**** Working data

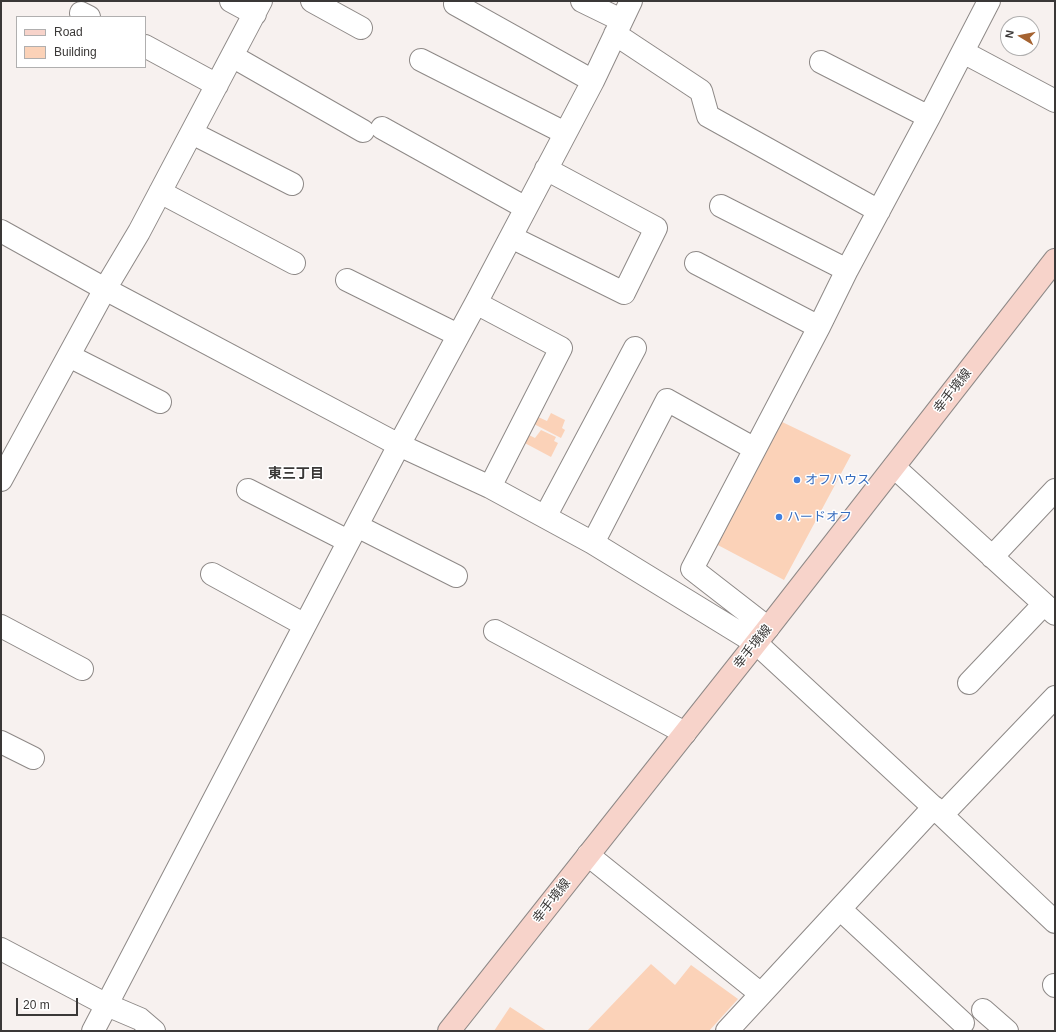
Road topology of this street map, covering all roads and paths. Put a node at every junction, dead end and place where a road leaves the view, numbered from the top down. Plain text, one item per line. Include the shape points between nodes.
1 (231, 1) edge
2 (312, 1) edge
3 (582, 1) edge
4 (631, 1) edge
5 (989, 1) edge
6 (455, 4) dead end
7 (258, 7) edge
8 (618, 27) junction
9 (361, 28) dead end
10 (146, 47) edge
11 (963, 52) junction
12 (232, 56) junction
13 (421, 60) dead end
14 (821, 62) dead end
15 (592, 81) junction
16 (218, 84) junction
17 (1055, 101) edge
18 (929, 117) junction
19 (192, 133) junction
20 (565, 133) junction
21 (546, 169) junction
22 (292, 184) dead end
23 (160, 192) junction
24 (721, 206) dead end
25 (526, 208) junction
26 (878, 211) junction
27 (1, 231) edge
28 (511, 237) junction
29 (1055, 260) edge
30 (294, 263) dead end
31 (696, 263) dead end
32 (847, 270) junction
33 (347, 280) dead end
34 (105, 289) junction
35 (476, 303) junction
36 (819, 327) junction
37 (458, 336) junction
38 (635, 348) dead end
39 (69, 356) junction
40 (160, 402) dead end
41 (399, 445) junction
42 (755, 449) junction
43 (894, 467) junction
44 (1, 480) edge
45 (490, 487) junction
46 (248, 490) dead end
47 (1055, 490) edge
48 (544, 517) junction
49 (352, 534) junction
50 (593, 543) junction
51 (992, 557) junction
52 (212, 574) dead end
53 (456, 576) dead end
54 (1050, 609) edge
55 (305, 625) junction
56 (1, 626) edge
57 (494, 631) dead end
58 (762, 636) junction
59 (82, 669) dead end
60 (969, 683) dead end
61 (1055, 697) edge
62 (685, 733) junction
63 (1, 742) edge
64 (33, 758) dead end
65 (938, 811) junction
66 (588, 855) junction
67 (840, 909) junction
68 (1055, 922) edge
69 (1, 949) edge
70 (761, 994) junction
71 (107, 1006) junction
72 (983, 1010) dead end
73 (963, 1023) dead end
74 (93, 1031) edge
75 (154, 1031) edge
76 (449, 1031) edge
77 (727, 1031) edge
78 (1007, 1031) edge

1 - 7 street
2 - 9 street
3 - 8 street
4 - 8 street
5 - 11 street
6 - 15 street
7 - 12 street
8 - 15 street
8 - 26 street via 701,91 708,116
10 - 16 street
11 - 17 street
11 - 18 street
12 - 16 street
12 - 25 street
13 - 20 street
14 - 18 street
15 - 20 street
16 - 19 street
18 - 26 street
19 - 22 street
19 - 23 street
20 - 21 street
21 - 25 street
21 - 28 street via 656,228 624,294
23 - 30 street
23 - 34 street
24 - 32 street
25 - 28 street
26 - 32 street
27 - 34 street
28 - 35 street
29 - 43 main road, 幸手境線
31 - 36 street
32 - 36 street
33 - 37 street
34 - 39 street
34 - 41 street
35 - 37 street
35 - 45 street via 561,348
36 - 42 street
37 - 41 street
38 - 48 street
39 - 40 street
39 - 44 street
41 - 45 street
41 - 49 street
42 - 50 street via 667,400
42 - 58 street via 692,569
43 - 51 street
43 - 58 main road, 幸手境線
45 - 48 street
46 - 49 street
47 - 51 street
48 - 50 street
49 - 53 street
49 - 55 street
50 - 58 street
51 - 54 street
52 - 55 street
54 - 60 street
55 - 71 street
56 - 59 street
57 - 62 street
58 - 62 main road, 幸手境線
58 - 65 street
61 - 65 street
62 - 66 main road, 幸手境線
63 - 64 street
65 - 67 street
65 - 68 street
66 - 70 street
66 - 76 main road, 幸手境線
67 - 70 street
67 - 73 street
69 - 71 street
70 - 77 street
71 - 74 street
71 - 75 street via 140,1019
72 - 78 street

********

→ **Your objective**
Would you copy every line of the entries in which "main" appears?

→ **Reply to the exercise**
29 - 43 main road, 幸手境線
43 - 58 main road, 幸手境線
58 - 62 main road, 幸手境線
62 - 66 main road, 幸手境線
66 - 76 main road, 幸手境線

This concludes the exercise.